WHAT YOU NEED TO DO :: What is needed is a single figure: how many lines of the records below contain the word "image".

EXTRACTED INFORMATION ::
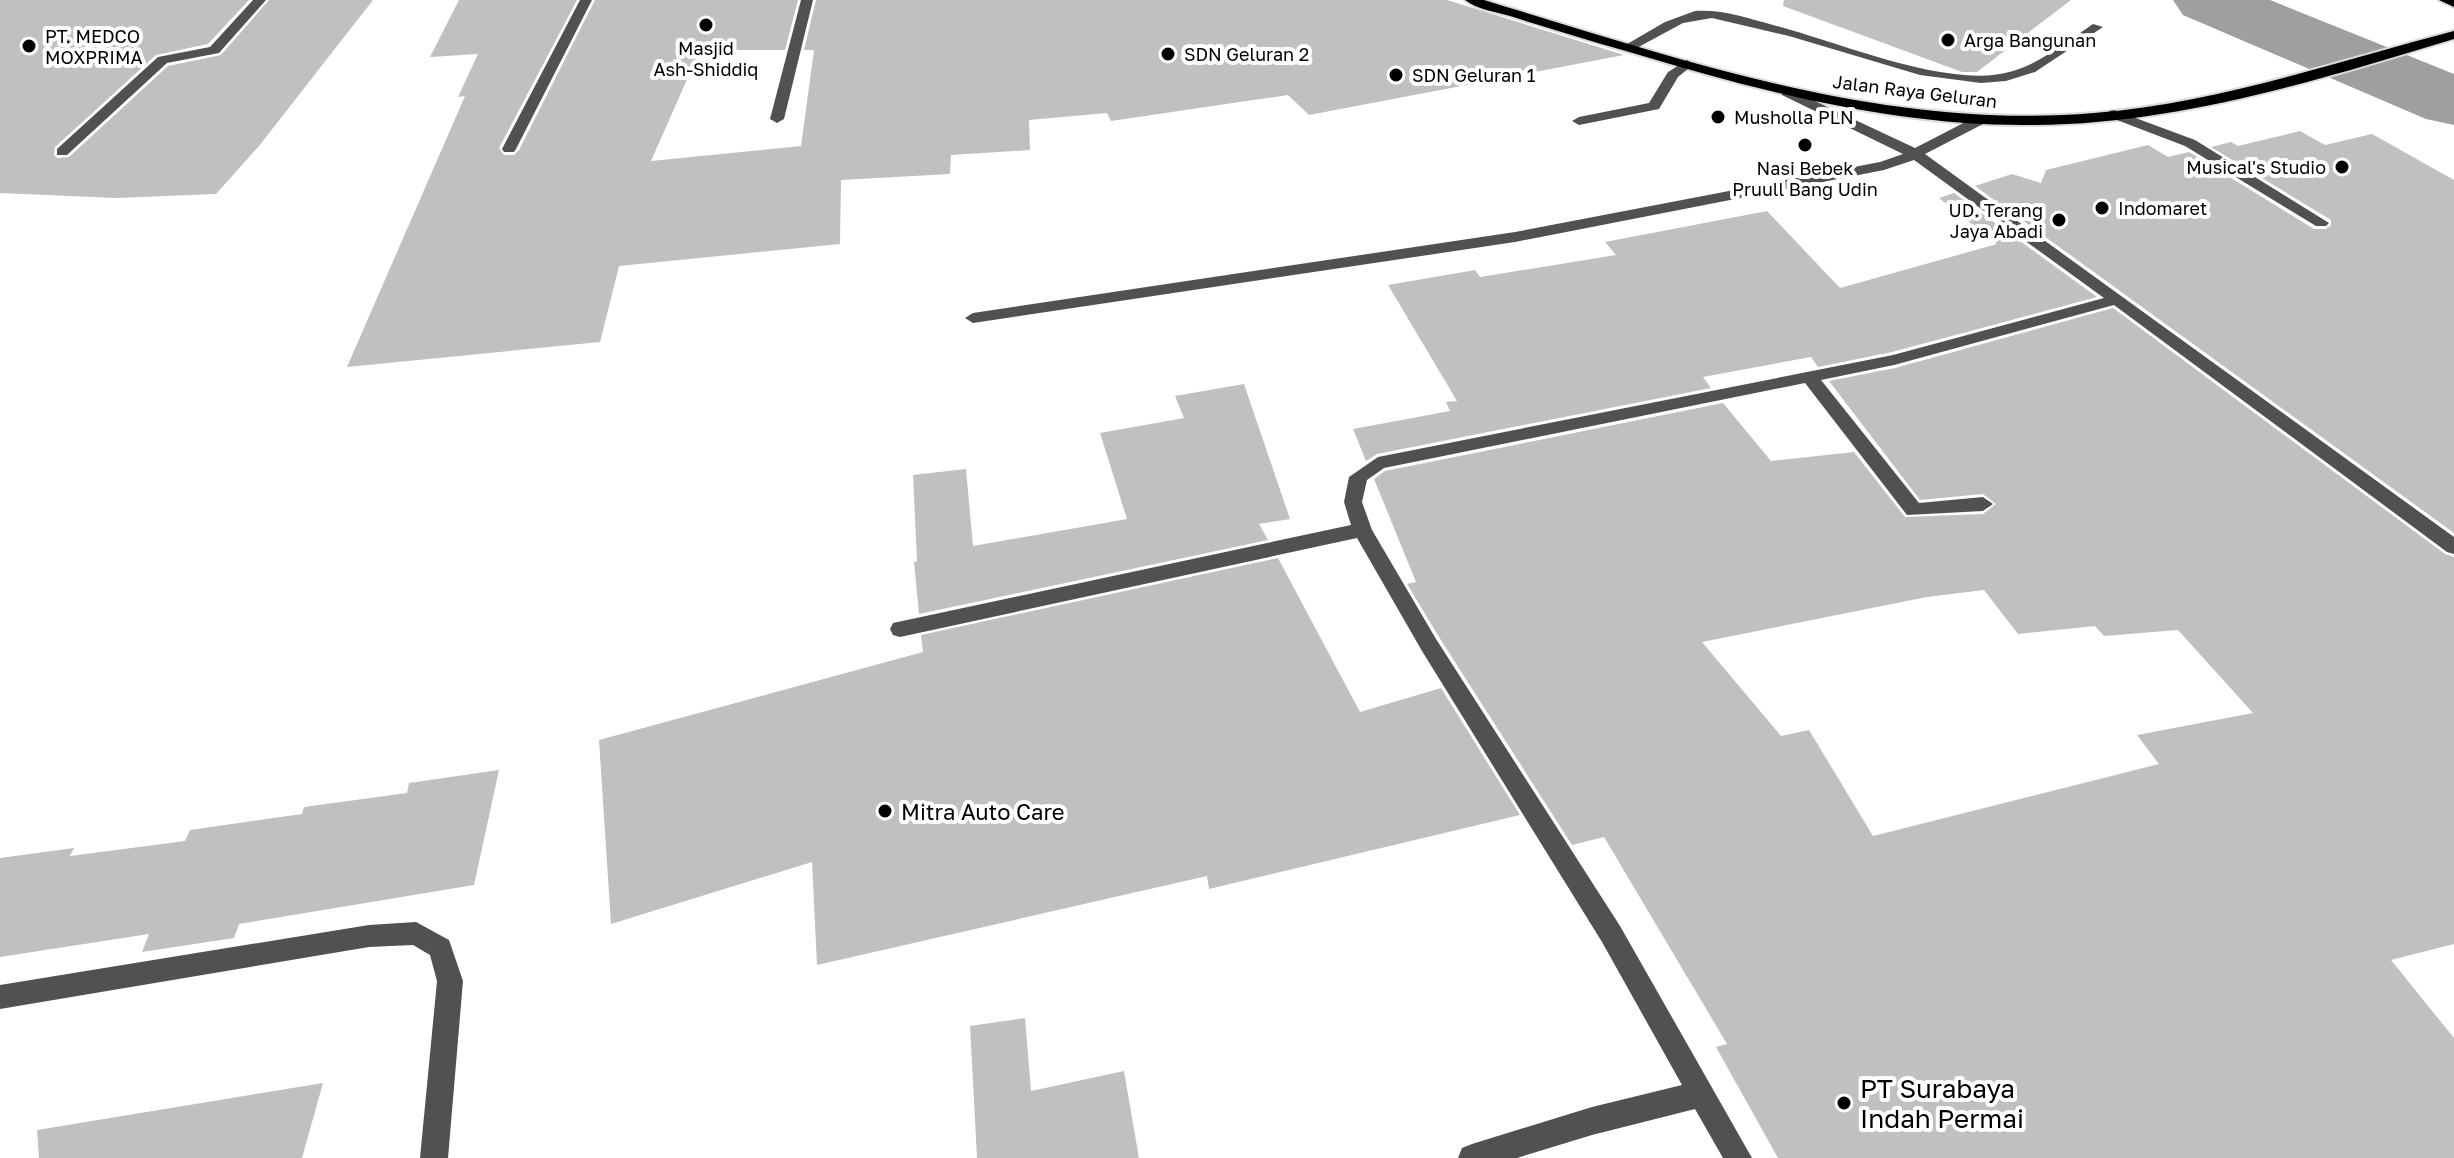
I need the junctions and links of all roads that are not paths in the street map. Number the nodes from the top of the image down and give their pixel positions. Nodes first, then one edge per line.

---

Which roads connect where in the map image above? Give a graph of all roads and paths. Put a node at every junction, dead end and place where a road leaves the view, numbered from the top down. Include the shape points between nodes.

* * *

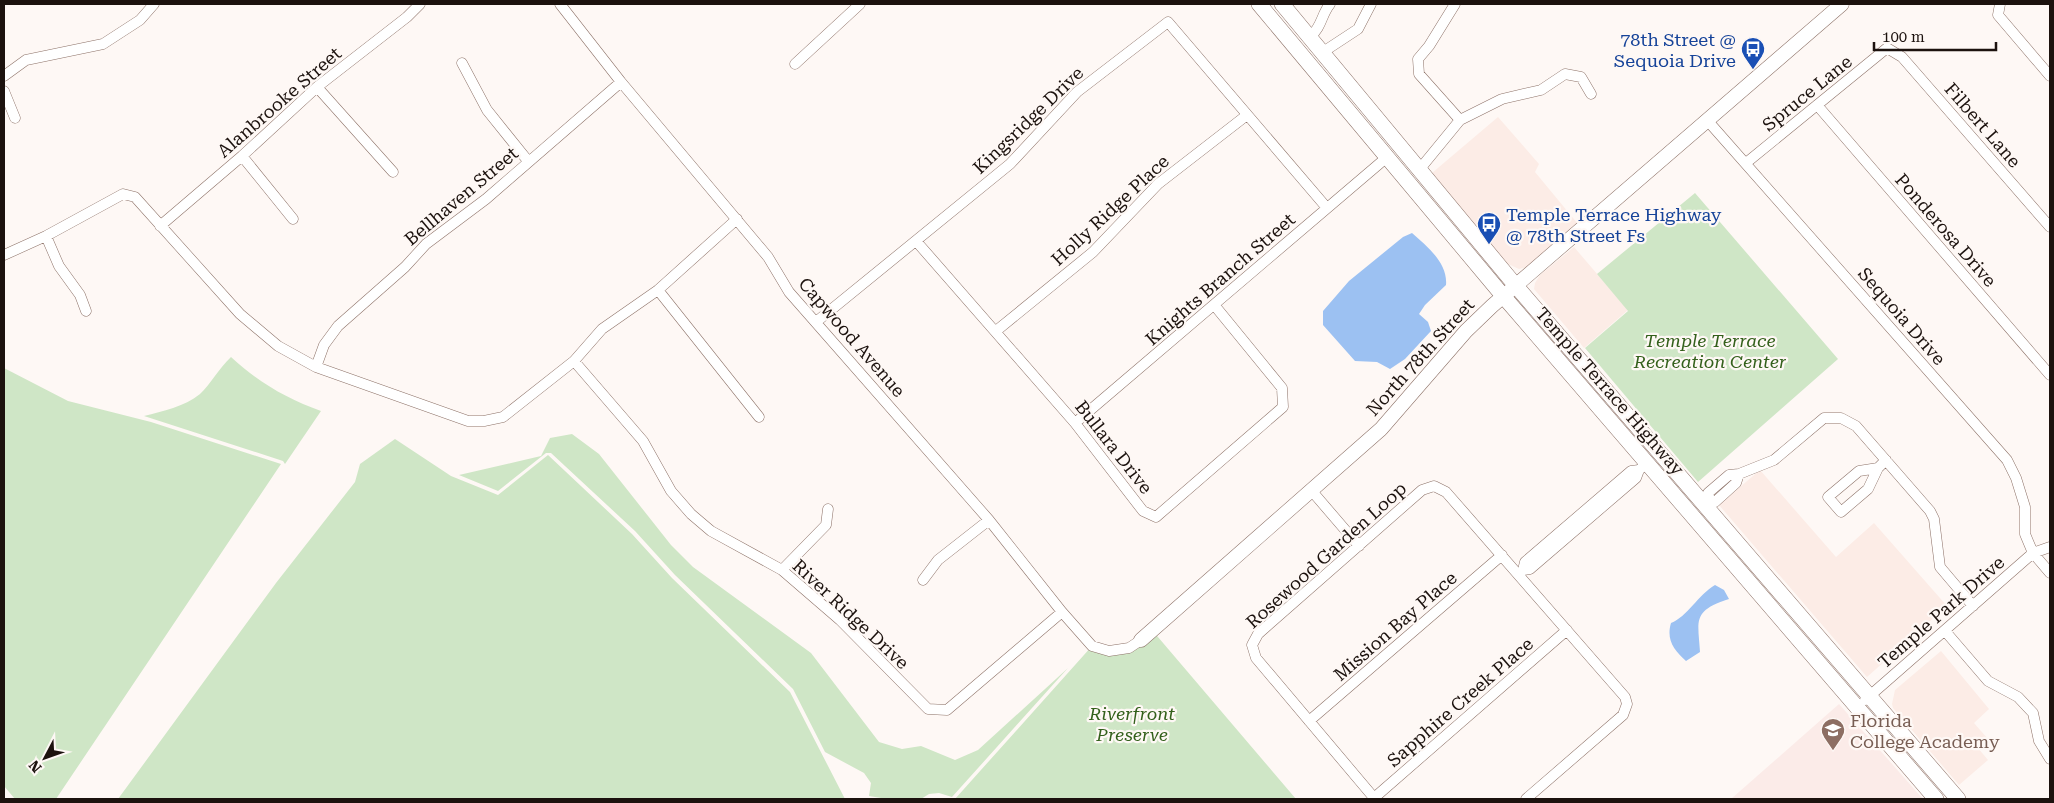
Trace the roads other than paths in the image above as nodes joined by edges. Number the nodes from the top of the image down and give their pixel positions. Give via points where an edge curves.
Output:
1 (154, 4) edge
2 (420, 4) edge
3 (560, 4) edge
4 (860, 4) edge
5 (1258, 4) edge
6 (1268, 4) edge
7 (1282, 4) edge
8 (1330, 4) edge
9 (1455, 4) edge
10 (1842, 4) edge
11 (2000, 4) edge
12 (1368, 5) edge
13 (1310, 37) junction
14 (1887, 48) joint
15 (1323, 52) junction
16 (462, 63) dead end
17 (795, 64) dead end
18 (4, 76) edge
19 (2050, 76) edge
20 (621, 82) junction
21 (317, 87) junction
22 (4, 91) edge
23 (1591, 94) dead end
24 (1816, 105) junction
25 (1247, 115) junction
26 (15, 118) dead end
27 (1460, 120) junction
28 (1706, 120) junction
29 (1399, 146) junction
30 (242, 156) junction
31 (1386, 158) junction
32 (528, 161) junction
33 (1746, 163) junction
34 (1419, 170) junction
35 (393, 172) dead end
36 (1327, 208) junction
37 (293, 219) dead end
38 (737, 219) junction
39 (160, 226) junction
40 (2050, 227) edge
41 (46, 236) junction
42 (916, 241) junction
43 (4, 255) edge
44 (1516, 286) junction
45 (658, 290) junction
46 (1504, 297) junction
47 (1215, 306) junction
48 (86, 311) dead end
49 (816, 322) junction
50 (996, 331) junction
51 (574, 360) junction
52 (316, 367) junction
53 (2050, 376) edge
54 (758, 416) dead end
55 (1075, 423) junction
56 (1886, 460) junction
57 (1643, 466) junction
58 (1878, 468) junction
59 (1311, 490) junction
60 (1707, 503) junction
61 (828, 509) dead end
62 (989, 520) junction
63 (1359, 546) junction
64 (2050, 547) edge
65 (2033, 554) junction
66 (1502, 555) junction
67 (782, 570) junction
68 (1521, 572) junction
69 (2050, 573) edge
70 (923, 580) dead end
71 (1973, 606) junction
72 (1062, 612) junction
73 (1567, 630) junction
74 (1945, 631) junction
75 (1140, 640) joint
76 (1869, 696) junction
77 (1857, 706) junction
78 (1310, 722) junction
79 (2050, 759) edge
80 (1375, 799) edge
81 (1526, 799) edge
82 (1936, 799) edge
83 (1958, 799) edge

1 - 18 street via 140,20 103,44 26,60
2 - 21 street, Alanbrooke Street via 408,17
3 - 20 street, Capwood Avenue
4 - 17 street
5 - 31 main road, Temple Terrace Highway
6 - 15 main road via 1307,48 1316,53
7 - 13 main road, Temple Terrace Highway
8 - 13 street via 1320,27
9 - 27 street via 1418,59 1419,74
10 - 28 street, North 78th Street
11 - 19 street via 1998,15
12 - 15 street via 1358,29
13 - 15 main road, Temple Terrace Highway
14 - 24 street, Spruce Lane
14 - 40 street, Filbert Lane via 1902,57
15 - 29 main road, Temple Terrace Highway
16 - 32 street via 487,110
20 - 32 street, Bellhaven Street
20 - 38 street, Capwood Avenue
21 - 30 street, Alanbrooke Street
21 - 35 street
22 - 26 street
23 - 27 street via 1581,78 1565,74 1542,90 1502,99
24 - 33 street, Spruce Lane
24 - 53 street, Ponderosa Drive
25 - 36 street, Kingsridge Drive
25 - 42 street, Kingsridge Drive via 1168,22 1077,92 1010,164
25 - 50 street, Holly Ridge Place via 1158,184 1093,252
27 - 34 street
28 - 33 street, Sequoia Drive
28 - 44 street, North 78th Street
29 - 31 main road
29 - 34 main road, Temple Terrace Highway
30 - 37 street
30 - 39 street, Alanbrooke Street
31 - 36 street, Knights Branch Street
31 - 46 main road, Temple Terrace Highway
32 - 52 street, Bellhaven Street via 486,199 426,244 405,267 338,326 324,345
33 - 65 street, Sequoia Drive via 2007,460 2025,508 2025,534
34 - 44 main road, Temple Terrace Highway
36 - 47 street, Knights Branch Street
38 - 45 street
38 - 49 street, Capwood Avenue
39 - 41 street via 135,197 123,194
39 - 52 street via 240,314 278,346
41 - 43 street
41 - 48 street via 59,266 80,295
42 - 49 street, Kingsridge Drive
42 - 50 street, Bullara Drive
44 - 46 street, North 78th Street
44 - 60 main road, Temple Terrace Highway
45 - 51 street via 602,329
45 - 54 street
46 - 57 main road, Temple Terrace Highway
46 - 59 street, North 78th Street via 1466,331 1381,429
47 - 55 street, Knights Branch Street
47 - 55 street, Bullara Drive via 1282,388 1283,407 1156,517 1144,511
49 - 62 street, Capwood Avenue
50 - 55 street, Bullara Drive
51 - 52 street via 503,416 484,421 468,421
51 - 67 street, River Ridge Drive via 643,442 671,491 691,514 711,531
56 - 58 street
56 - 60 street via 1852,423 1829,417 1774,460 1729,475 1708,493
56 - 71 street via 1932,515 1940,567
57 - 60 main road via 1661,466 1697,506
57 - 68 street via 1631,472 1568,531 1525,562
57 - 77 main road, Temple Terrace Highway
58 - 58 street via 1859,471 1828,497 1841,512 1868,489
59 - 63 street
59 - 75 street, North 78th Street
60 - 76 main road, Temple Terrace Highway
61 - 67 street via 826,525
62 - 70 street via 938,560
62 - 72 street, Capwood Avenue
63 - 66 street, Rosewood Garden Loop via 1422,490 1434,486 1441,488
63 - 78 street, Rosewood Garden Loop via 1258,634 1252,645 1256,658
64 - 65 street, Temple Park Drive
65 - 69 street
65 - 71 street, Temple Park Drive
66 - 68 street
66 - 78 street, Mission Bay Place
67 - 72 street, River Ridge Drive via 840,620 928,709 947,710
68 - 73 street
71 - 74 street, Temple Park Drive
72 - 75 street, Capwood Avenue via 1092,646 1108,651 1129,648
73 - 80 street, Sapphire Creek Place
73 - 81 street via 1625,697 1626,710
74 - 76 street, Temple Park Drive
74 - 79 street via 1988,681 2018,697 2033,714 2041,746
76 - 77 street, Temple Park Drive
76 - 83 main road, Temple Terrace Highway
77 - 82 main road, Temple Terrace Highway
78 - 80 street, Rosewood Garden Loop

TASK ANSWER :: 3